1. What is Classification Problem?
1.1 Classification
- The response variable \(Y\) : Qualitative, Categorical
- feature vector \(X\) ~ qualitative response \(Y\) : \(C(X) \in C\)
- Interested in estimating the probabilities : \(P(Y=1|X) , P(Y=0|X)\)
1.2 [Ex] Credit Card Default Data
# Import Dataset
library(ISLR)
data(Default)
summary(Default)
attach(Default)
# Visualization of dataset
plot(income ~ balance, xlab="Balance", ylab="Income",
pch=c(1,3)[unclass(default)],
col=c("lightblue","red")[unclass(default)])
# Check the dataset with same sample size
set.seed(1234)
ss <- sample(which(default=="No"), sum(default=="Yes"))
ss <- c(ss, which(default=="Yes"))
us <- unclass(default[ss])
plot(income[ss] ~ balance[ss], xlab="Balance", pch=c(1,3)[us],
col=c("lightblue","red")[us], ylab="Income")

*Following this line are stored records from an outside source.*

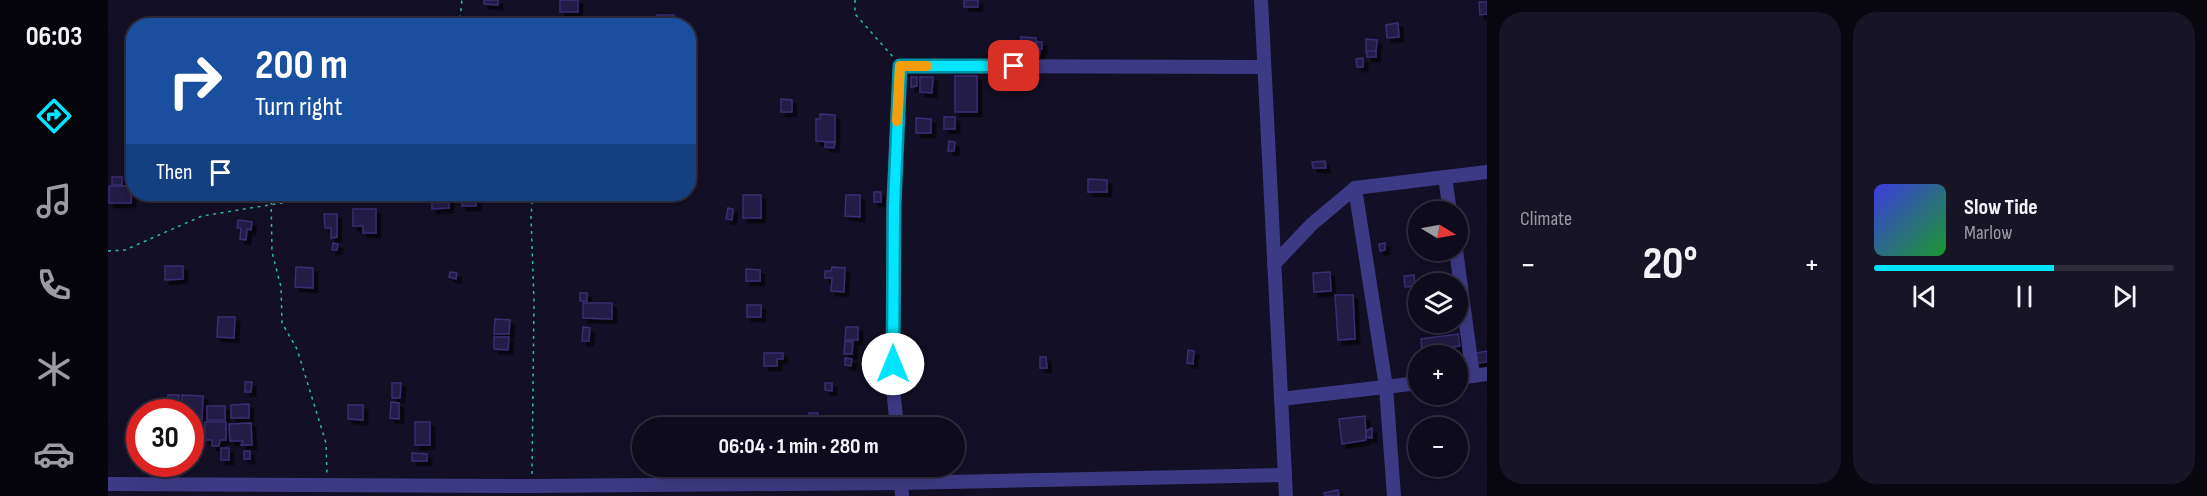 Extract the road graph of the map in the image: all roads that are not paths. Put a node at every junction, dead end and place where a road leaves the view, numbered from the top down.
1 (1260, 0) edge
2 (1264, 67) junction
3 (1487, 172) edge
4 (1445, 177) junction
5 (1355, 188) junction
6 (1448, 201) edge
7 (1457, 261) edge
8 (1274, 264) junction
9 (1480, 375) edge
10 (1408, 384) edge
11 (1386, 387) junction
12 (1281, 399) junction
13 (896, 417) edge
14 (1285, 476) junction
15 (108, 484) edge
16 (902, 490) edge
17 (532, 491) edge
18 (1286, 496) edge
19 (1395, 496) edge

1 - 2 street
2 - 8 street
2 - 13 street
3 - 4 street
4 - 5 street
4 - 6 street
5 - 8 street
5 - 11 street
7 - 9 street
8 - 12 street
10 - 11 street
11 - 12 street
11 - 19 street
12 - 14 street
14 - 16 street
14 - 18 street
15 - 17 street
16 - 17 street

# Boxplot of Default by Balance and Income
par(mfrow=c(1,2))
boxplot(balance~default, col=c("lightblue","red"), boxwex=0.5,
xlab="Default", ylab="Balance")
boxplot(income~default, col=c("lightblue","red"), boxwex=0.5,
xlab="Default", ylab="Income")
- Left : The annual incomes and monthly credit card balances of a number of individuals. Default(orange) and Not-default(blue)
- Right : Boxplots of either balance or income as a fnction of default status
2. Logistic Regression
- Probabilities : \(p(X) = Pr(Y=1|X) = \frac{\exp{\beta_0 + \beta_1 X}}{1 + \exp{\beta_0 + \beta_1 X}}\)
- Odds function: \(\log{\frac{p(X)}{1 - p(x)}} = \beta_0 + \beta X\)
- Estimate for \(p(X)\) lies between 0 and 1.
- Estimating parameters : Maximum likelihood function
- \(l(\beta_0, \beta) = \Pi_{i=1}^n (\frac{\exp{\beta_0 + x_i^T \beta}}{1 + \exp{\beta_0 + x_i^T \beta}})^y_i (\frac{1}{1 + \exp{\beta_0 + x_i^T \beta}})^{1-y_i}\)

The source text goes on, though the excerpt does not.